Le complexe agro-industriel…

Ces difficultés sont à la mesure des organisations qui dominent depuis plusieurs décennies les exploitants agricoles soi-disant indépendants, clients ou fournisseurs captifs de ces géants. On parle communément de complexe militaro-industriel, en premier lieu aux États-Unis, pour désigner l’ensemble formé par les industries de l’armement, l’armée elle-même, et les décideurs publics qui promeuvent les intérêts des deux premières. Il paraît justifié de parler dans les mêmes termes d’un complexe agro-industriel à propos des industries de l’agroalimentaire, de la grande distribution, des engrais, pesticides et semences, des machines agricoles ; des banques ; des organisations syndicales dont les figures dirigeantes sont de gros exploitants et des décideurs publics (ministres, hauts fonctionnaires, organisations internationales) qui promeuvent l’intérêt de ces industries et des agriculteurs les plus prospères.
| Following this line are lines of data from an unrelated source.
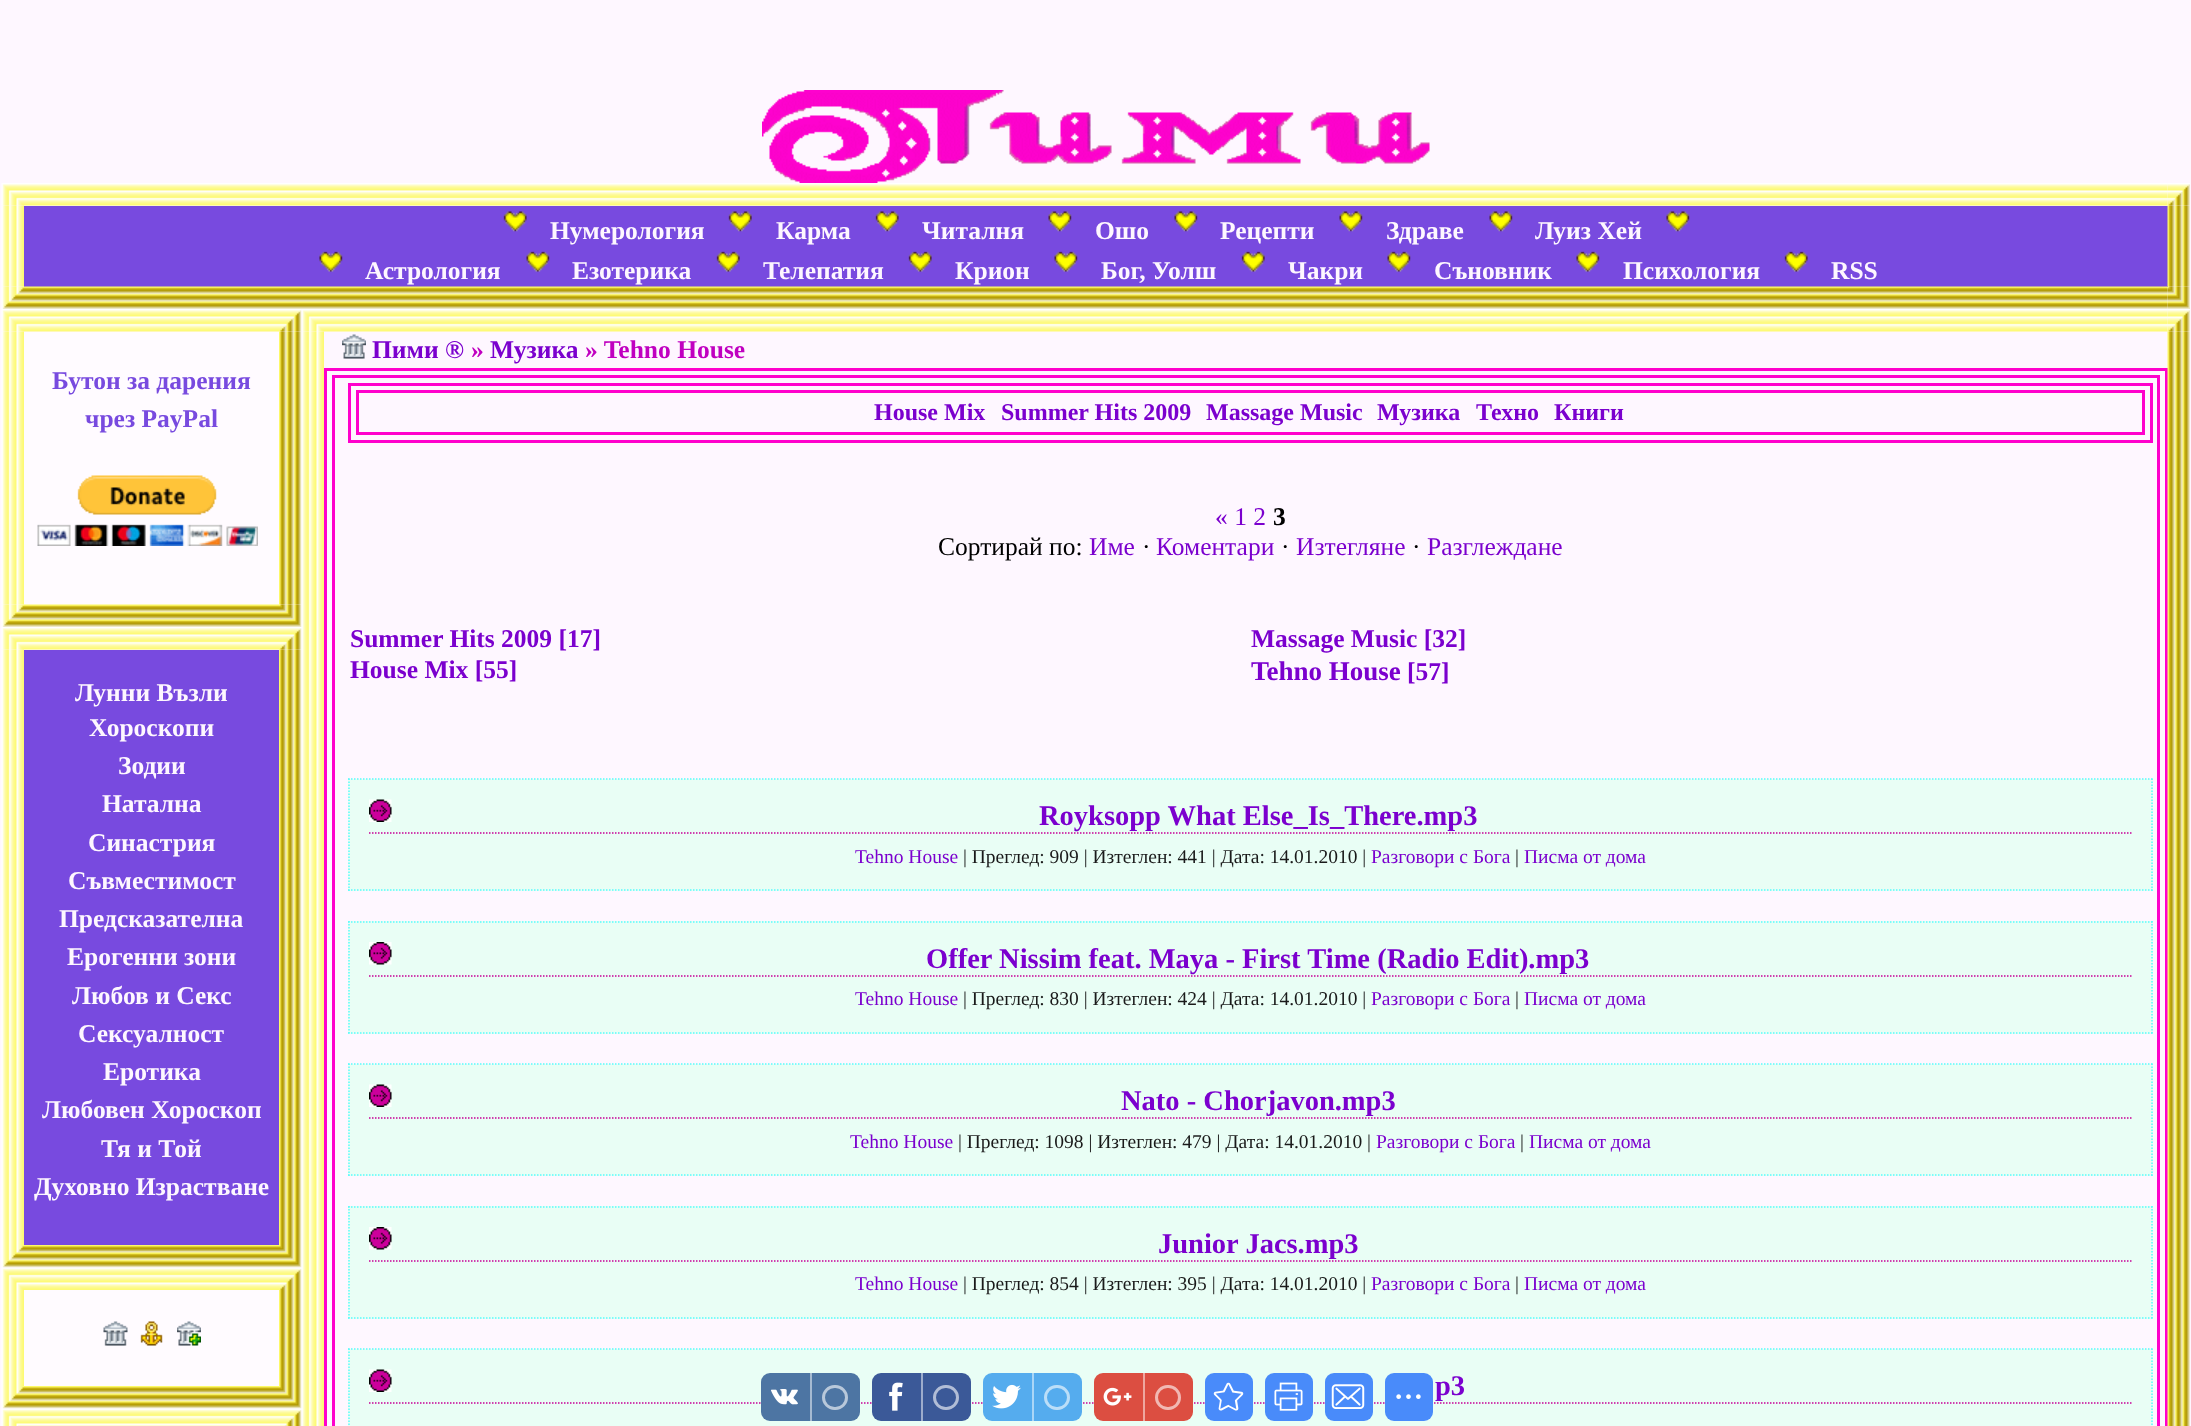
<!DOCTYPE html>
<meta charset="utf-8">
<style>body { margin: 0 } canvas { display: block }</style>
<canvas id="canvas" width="2191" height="1426"></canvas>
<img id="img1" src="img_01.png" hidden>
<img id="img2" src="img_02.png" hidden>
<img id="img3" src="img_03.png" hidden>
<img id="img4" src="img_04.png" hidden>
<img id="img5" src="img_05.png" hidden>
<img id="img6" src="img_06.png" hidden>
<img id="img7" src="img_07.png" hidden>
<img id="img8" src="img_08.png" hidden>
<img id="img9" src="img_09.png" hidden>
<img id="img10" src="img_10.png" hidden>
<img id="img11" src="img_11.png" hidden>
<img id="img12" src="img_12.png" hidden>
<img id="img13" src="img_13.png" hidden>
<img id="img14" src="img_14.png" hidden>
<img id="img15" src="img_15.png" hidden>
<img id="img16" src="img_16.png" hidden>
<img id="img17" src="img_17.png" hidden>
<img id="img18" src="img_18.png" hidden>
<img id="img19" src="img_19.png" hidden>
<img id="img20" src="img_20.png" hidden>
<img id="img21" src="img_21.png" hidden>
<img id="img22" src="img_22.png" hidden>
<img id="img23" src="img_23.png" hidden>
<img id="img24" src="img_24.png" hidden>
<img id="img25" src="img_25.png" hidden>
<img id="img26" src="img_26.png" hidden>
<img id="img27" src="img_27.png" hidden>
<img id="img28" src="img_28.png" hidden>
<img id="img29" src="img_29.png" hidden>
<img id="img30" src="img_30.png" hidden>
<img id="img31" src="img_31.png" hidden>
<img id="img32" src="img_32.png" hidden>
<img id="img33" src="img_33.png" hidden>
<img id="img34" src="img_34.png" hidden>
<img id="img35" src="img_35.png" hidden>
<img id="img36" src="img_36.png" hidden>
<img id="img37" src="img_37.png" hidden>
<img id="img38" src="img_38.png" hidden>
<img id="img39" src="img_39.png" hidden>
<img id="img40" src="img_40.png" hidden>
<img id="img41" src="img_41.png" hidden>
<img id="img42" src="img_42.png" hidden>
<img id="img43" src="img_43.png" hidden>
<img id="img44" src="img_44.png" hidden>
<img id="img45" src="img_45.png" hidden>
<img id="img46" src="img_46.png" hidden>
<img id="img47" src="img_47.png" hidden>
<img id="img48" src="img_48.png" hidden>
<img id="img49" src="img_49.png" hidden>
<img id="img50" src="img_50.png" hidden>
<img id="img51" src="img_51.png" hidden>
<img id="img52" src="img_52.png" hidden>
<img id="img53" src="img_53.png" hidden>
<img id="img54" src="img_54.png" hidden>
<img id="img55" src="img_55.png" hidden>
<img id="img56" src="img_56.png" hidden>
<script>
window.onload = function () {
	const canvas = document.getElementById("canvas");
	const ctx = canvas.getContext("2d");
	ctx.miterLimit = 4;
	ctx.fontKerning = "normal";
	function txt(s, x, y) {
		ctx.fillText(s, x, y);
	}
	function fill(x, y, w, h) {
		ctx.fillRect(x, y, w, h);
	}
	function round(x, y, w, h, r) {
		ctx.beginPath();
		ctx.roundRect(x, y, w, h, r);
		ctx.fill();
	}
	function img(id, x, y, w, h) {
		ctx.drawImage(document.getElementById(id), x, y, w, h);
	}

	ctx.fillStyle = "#FEF7FF";
	fill(0, 0, 2191, 1426);
	img("img1", 762, 90, 668, 93);
	img("img2", 1, 183, 23, 23);
	img("img3", 24, 183, 2144, 23);
	img("img4", 2167, 183, 23, 23);
	img("img5", 1, 205, 23, 82);
	ctx.fillStyle = "#784ADF";
	fill(24, 206, 2144, 81);
	img("img6", 503, 211, 24, 21);
	img("img7", 728, 211, 24, 21);
	img("img8", 875, 211, 24, 21);
	img("img9", 1048, 211, 24, 21);
	img("img9", 1174, 211, 24, 21);
	img("img9", 1339, 211, 24, 21);
	img("img9", 1489, 211, 24, 21);
	img("img10", 1666, 211, 24, 21);
	img("img11", 319, 251, 24, 21);
	img("img12", 526, 251, 24, 21);
	img("img13", 716, 251, 24, 21);
	img("img14", 908, 251, 24, 21);
	img("img12", 1054, 251, 24, 21);
	img("img13", 1241, 251, 24, 21);
	img("img12", 1387, 251, 24, 21);
	img("img11", 1576, 251, 24, 21);
	img("img14", 1784, 251, 24, 21);
	img("img15", 2167, 205, 23, 82);
	img("img16", 1, 286, 23, 23);
	img("img17", 24, 286, 2144, 23);
	img("img18", 2167, 286, 23, 23);
	img("img2", 1, 309, 23, 23);
	img("img19", 24, 309, 255, 23);
	img("img20", 279, 309, 23, 23);
	img("img21", 1, 331, 23, 274);
	ctx.fillStyle = "#FFFBFF";
	fill(24, 332, 255, 273);
	img("img22", 37, 475, 221, 71);
	img("img23", 279, 331, 23, 274);
	img("img16", 1, 604, 23, 23);
	img("img24", 24, 604, 255, 23);
	img("img25", 279, 604, 23, 23);
	img("img2", 1, 627, 23, 23);
	img("img19", 24, 627, 255, 23);
	img("img20", 279, 627, 23, 23);
	img("img26", 1, 649, 23, 596);
	ctx.fillStyle = "#784ADF";
	fill(24, 650, 255, 595);
	img("img27", 279, 649, 23, 596);
	img("img28", 1, 1245, 23, 23);
	img("img29", 24, 1245, 255, 23);
	img("img30", 279, 1245, 23, 23);
	img("img31", 1, 1267, 23, 23);
	img("img32", 24, 1267, 255, 23);
	img("img33", 279, 1267, 23, 23);
	img("img34", 1, 1290, 23, 96);
	ctx.fillStyle = "#FFFBFF";
	fill(24, 1290, 255, 96);
	img("img35", 103, 1321, 25, 25);
	img("img36", 140, 1321, 23, 25);
	img("img37", 177, 1321, 24, 25);
	img("img38", 279, 1290, 23, 96);
	img("img28", 1, 1386, 23, 23);
	img("img29", 24, 1386, 255, 23);
	img("img30", 279, 1386, 23, 23);
	img("img39", 1, 1408, 23, 18);
	img("img40", 24, 1408, 255, 18);
	img("img41", 279, 1408, 23, 18);
	img("img42", 301, 309, 23, 23);
	img("img43", 324, 309, 1844, 23);
	img("img4", 2167, 309, 23, 23);
	img("img44", 301, 331, 23, 1095);
	img("img45", 342, 334, 24, 25);
	ctx.strokeStyle = "#FF00CC";
	ctx.lineWidth = 3;
	ctx.strokeRect(325.5, 369.5, 1841, 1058);
	ctx.strokeRect(333.5, 376.5, 1825, 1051);
	ctx.strokeRect(349.5, 384.5, 1802, 57);
	ctx.strokeRect(357.5, 391.5, 1786, 42);
	ctx.fillStyle = "#E9FEF5";
	fill(348, 779, 1805, 112);
	ctx.beginPath();
	ctx.moveTo(348, 779);
	ctx.lineTo(2152.5, 779);
	ctx.strokeStyle = "#59FBFB";
	ctx.lineWidth = 1.5;
	ctx.setLineDash([1.5, 1.5]);
	ctx.stroke();
	ctx.beginPath();
	ctx.moveTo(2152, 778.5);
	ctx.lineTo(2152, 891);
	ctx.stroke();
	ctx.beginPath();
	ctx.moveTo(348, 890);
	ctx.lineTo(2152.5, 890);
	ctx.stroke();
	ctx.beginPath();
	ctx.moveTo(349, 778.5);
	ctx.lineTo(349, 891);
	ctx.stroke();
	img("img46", 369, 799, 23, 23);
	ctx.beginPath();
	ctx.moveTo(369, 833);
	ctx.lineTo(2131.5, 833);
	ctx.strokeStyle = "#C60096";
	ctx.stroke();
	fill(348, 921, 1805, 113);
	ctx.beginPath();
	ctx.moveTo(348, 922);
	ctx.lineTo(2152.5, 922);
	ctx.strokeStyle = "#59FBFB";
	ctx.stroke();
	ctx.beginPath();
	ctx.moveTo(2152, 921);
	ctx.lineTo(2152, 1033.5);
	ctx.stroke();
	ctx.beginPath();
	ctx.moveTo(348, 1033);
	ctx.lineTo(2152.5, 1033);
	ctx.stroke();
	ctx.beginPath();
	ctx.moveTo(349, 921);
	ctx.lineTo(349, 1033.5);
	ctx.stroke();
	img("img47", 369, 942, 23, 23);
	ctx.beginPath();
	ctx.moveTo(369, 976);
	ctx.lineTo(2131.5, 976);
	ctx.strokeStyle = "#C60096";
	ctx.stroke();
	fill(348, 1064, 1805, 112);
	ctx.beginPath();
	ctx.moveTo(348, 1064);
	ctx.lineTo(2152.5, 1064);
	ctx.strokeStyle = "#59FBFB";
	ctx.stroke();
	ctx.beginPath();
	ctx.moveTo(2152, 1063.5);
	ctx.lineTo(2152, 1176);
	ctx.stroke();
	ctx.beginPath();
	ctx.moveTo(348, 1175);
	ctx.lineTo(2152.5, 1175);
	ctx.stroke();
	ctx.beginPath();
	ctx.moveTo(349, 1063.5);
	ctx.lineTo(349, 1176);
	ctx.stroke();
	img("img46", 369, 1084, 23, 23);
	ctx.beginPath();
	ctx.moveTo(369, 1118);
	ctx.lineTo(2131.5, 1118);
	ctx.strokeStyle = "#C60096";
	ctx.stroke();
	fill(348, 1206, 1805, 113);
	ctx.beginPath();
	ctx.moveTo(348, 1207);
	ctx.lineTo(2152.5, 1207);
	ctx.strokeStyle = "#59FBFB";
	ctx.stroke();
	ctx.beginPath();
	ctx.moveTo(2152, 1206);
	ctx.lineTo(2152, 1318.5);
	ctx.stroke();
	ctx.beginPath();
	ctx.moveTo(348, 1318);
	ctx.lineTo(2152.5, 1318);
	ctx.stroke();
	ctx.beginPath();
	ctx.moveTo(349, 1206);
	ctx.lineTo(349, 1318.5);
	ctx.stroke();
	img("img47", 369, 1227, 23, 23);
	ctx.beginPath();
	ctx.moveTo(369, 1261);
	ctx.lineTo(2131.5, 1261);
	ctx.strokeStyle = "#C60096";
	ctx.stroke();
	fill(348, 1349, 1805, 77);
	ctx.beginPath();
	ctx.moveTo(348, 1349);
	ctx.lineTo(2152.5, 1349);
	ctx.strokeStyle = "#59FBFB";
	ctx.stroke();
	ctx.beginPath();
	ctx.moveTo(2152, 1348.5);
	ctx.lineTo(2152, 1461);
	ctx.stroke();
	ctx.beginPath();
	ctx.moveTo(349, 1348.5);
	ctx.lineTo(349, 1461);
	ctx.stroke();
	img("img46", 369, 1369, 23, 23);
	ctx.beginPath();
	ctx.moveTo(369, 1403);
	ctx.lineTo(2131.5, 1403);
	ctx.strokeStyle = "#C60096";
	ctx.stroke();
	img("img48", 2167, 331, 23, 1095);
	ctx.fillStyle = "#4D75A3";
	round(761, 1373, 99, 48, 9);
	img("img49", 771, 1389, 27, 16);
	ctx.fillStyle = "#A6BAD1";
	fill(810, 1373, 2, 48);
	ctx.beginPath();
	ctx.roundRect(823.5, 1386.5, 23, 22, 11);
	ctx.strokeStyle = "#B8C8DA";
	ctx.lineWidth = 3;
	ctx.setLineDash([]);
	ctx.stroke();
	ctx.fillStyle = "#3B5998";
	round(872, 1373, 99, 48, 9);
	img("img50", 889, 1382, 14, 29);
	ctx.fillStyle = "#9DACCC";
	fill(921, 1373, 2, 48);
	ctx.beginPath();
	ctx.roundRect(934.5, 1386.5, 23, 22, 11);
	ctx.strokeStyle = "#B1BDD6";
	ctx.stroke();
	ctx.fillStyle = "#55ACEE";
	round(983, 1373, 99, 48, 9);
	img("img51", 992, 1384, 29, 25);
	ctx.fillStyle = "#AAD6F7";
	fill(1032, 1373, 2, 48);
	ctx.beginPath();
	ctx.roundRect(1045.5, 1386.5, 23, 22, 11);
	ctx.strokeStyle = "#BBDEF8";
	ctx.stroke();
	ctx.fillStyle = "#DC4E41";
	round(1094, 1373, 99, 48, 9);
	img("img52", 1103, 1387, 29, 19);
	ctx.fillStyle = "#EEA7A0";
	fill(1143, 1373, 2, 48);
	ctx.beginPath();
	ctx.roundRect(1156.5, 1386.5, 23, 22, 11);
	ctx.strokeStyle = "#F1B8B3";
	ctx.stroke();
	ctx.fillStyle = "#498BFA";
	round(1205, 1373, 48, 48, 9);
	img("img53", 1213, 1382, 31, 29);
	round(1265, 1373, 48, 48, 9);
	img("img54", 1274, 1382, 29, 29);
	round(1325, 1373, 48, 48, 9);
	img("img55", 1331, 1384, 34, 25);
	round(1385, 1373, 48, 48, 9);
	img("img56", 1396, 1394, 25, 5);
	ctx.font = "bold 25.5px Liberation Serif";
	ctx.fillStyle = "#FEF7FF";
	txt("Нумерология", 550, 239);
	txt("Карма", 776, 239);
	txt("Читалня", 922, 239);
	txt("Ошо", 1095, 239);
	txt("Рецепти", 1220, 239);
	txt("Здраве", 1386, 239);
	txt("Луиз Хей", 1535, 239);
	txt("Астрология", 365, 279);
	txt("Езотерика", 572, 279);
	txt("Телепатия", 763, 279);
	txt("Крион", 955, 279);
	txt("Бог, Уолш", 1101, 279);
	txt("Чакри", 1288, 279);
	txt("Съновник", 1434, 279);
	txt("Психология", 1623, 279);
	txt("RSS", 1831, 279);
	ctx.fillStyle = "#784ADF";
	txt("Бутон за дарения", 52, 389);
	txt("чрез PayPal", 85, 427);
	ctx.fillStyle = "#FEF7FF";
	txt("Лунни Възли", 75, 701);
	txt("Хороскопи", 89, 736);
	txt("Зодии", 118, 774);
	txt("Натална", 102, 812);
	txt("Синастрия", 88, 851);
	txt("Съвместимост", 68, 889);
	txt("Предсказателна", 59, 927);
	txt("Ерогенни зони", 67, 965);
	txt("Любов и Секс", 72, 1004);
	txt("Сексуалност", 78, 1042);
	txt("Еротика", 103, 1080);
	txt("Любовен Хороскоп", 42, 1118);
	txt("Тя и Той", 101, 1157);
	txt("Духовно Израстване", 34, 1195);
	ctx.fillStyle = "#7B00CE";
	txt("Пими ®", 372, 358);
	ctx.fillStyle = "#C000C0";
	txt("»", 471, 358);
	ctx.fillStyle = "#7B00CE";
	txt("Музика", 490, 358);
	ctx.fillStyle = "#C000C0";
	txt("» Tehno House", 585, 358);
	ctx.font = "bold 24px Liberation Serif";
	ctx.fillStyle = "#7B00CE";
	txt("House Mix", 874, 420);
	txt("Summer Hits 2009", 1001, 420);
	txt("Massage Music", 1206, 420);
	txt("Музика", 1377, 420);
	txt("Техно", 1476, 420);
	txt("Книги", 1554, 420);
	ctx.font = "25.5px Liberation Serif";
	txt("« 1 2", 1215, 525);
	ctx.font = "bold 25.5px Liberation Serif";
	ctx.fillStyle = "#000000";
	txt("3", 1273, 525);
	ctx.font = "25.5px Liberation Serif";
	txt("Сортирай по:", 938, 555);
	ctx.fillStyle = "#7B00CE";
	txt("Име", 1089, 555);
	ctx.fillStyle = "#000000";
	txt("·", 1142, 555);
	ctx.fillStyle = "#7B00CE";
	txt("Коментари", 1156, 555);
	ctx.fillStyle = "#000000";
	txt("·", 1281, 555);
	ctx.fillStyle = "#7B00CE";
	txt("Изтегляне", 1296, 555);
	ctx.fillStyle = "#000000";
	txt("·", 1412, 555);
	ctx.fillStyle = "#7B00CE";
	txt("Разглеждане", 1427, 555);
	ctx.font = "bold 25.5px Liberation Serif";
	txt("Summer Hits 2009 [17]", 350, 647);
	txt("Massage Music [32]", 1251, 647);
	txt("House Mix [55]", 350, 678);
	ctx.font = "bold 27px Liberation Serif";
	txt("Tehno House", 1251, 680);
	ctx.font = "bold 25.5px Liberation Serif";
	txt("[57]", 1407, 680);
	ctx.font = "bold 28.5px Liberation Serif";
	txt("Royksopp What Else_Is_There.mp3", 1039, 825);
	ctx.font = "19.5px Liberation Serif";
	txt("Tehno House", 855, 863);
	ctx.fillStyle = "#1A1A1A";
	txt("| Преглед: 909 | Изтеглен: 441 | Дата: 14.01.2010 |", 963, 863);
	ctx.fillStyle = "#7B00CE";
	txt("Разговори с Бога", 1371, 863);
	ctx.fillStyle = "#1A1A1A";
	txt("|", 1515, 863);
	ctx.fillStyle = "#7B00CE";
	txt("Писма от дома", 1524, 863);
	ctx.font = "bold 28.5px Liberation Serif";
	txt("Offer Nissim feat. Maya - First Time (Radio Edit).mp3", 926, 968);
	ctx.font = "19.5px Liberation Serif";
	txt("Tehno House", 855, 1005);
	ctx.fillStyle = "#1A1A1A";
	txt("| Преглед: 830 | Изтеглен: 424 | Дата: 14.01.2010 |", 963, 1005);
	ctx.fillStyle = "#7B00CE";
	txt("Разговори с Бога", 1371, 1005);
	ctx.fillStyle = "#1A1A1A";
	txt("|", 1515, 1005);
	ctx.fillStyle = "#7B00CE";
	txt("Писма от дома", 1524, 1005);
	ctx.font = "bold 28.5px Liberation Serif";
	txt("Nato - Chorjavon.mp3", 1121, 1110);
	ctx.font = "19.5px Liberation Serif";
	txt("Tehno House", 850, 1148);
	ctx.fillStyle = "#1A1A1A";
	txt("| Преглед: 1098 | Изтеглен: 479 | Дата: 14.01.2010 |", 958, 1148);
	ctx.fillStyle = "#7B00CE";
	txt("Разговори с Бога", 1376, 1148);
	ctx.fillStyle = "#1A1A1A";
	txt("|", 1520, 1148);
	ctx.fillStyle = "#7B00CE";
	txt("Писма от дома", 1529, 1148);
	ctx.font = "bold 28.5px Liberation Serif";
	txt("Junior Jacs.mp3", 1158, 1253);
	ctx.font = "19.5px Liberation Serif";
	txt("Tehno House", 855, 1290);
	ctx.fillStyle = "#1A1A1A";
	txt("| Преглед: 854 | Изтеглен: 395 | Дата: 14.01.2010 |", 963, 1290);
	ctx.fillStyle = "#7B00CE";
	txt("Разговори с Бога", 1371, 1290);
	ctx.fillStyle = "#1A1A1A";
	txt("|", 1515, 1290);
	ctx.fillStyle = "#7B00CE";
	txt("Писма от дома", 1524, 1290);
	ctx.font = "bold 28.5px Liberation Serif";
	txt("p3", 1435, 1395);
};
</script>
Rappelons d’abord l’asymétrie de taille et de pouvoir entre un exploitant agricole ordinaire, en France de nos jours, et les entreprises dont il est généralement dépendant. Cinq acteurs majeurs dominent le marché mondial de l’agroéquipement : John Deere, CNH Industrial (avec les marques New Holland, CASE IH, STeyr, IVECO, Unie, Magirus), Kubota, AGCO (Massey Ferguson, Fendt, Challenger, Valtra) et Claas. Ces géants représentent environ 60 % d’un marché mondial estimé à 131 milliards de dollars en 2016. Même logique oligopolistique dans le secteur des semences : cinq groupes contrôlent les deux tiers d’un marché mondial de près de 40 milliards de dollars (1), après les rachats-fusions des dernières années. Après l’absorption de Syngenta par ChemChina, le mariage de Dow Chemical et DuPont (donnant naissance à Corteva Agrisciences), l’acquisition de Monsanto par Bayer, amenant ce dernier groupe à céder son activité semences à BASF, le Français Vilmorin fait figure de challenger dans ce quintette. Cette concentration concerne aussi l’agrochimie, où Bayer-Monsanto, Syngenta, Corteva, FMC et BASF s’approprient les deux tiers du marché mondial des pesticides, estimé à 57,6 milliards de dollars en 2018 (2).

(suite…)

Julia Laïnae et Nicolas Alep, « Contre l’alternumérisme »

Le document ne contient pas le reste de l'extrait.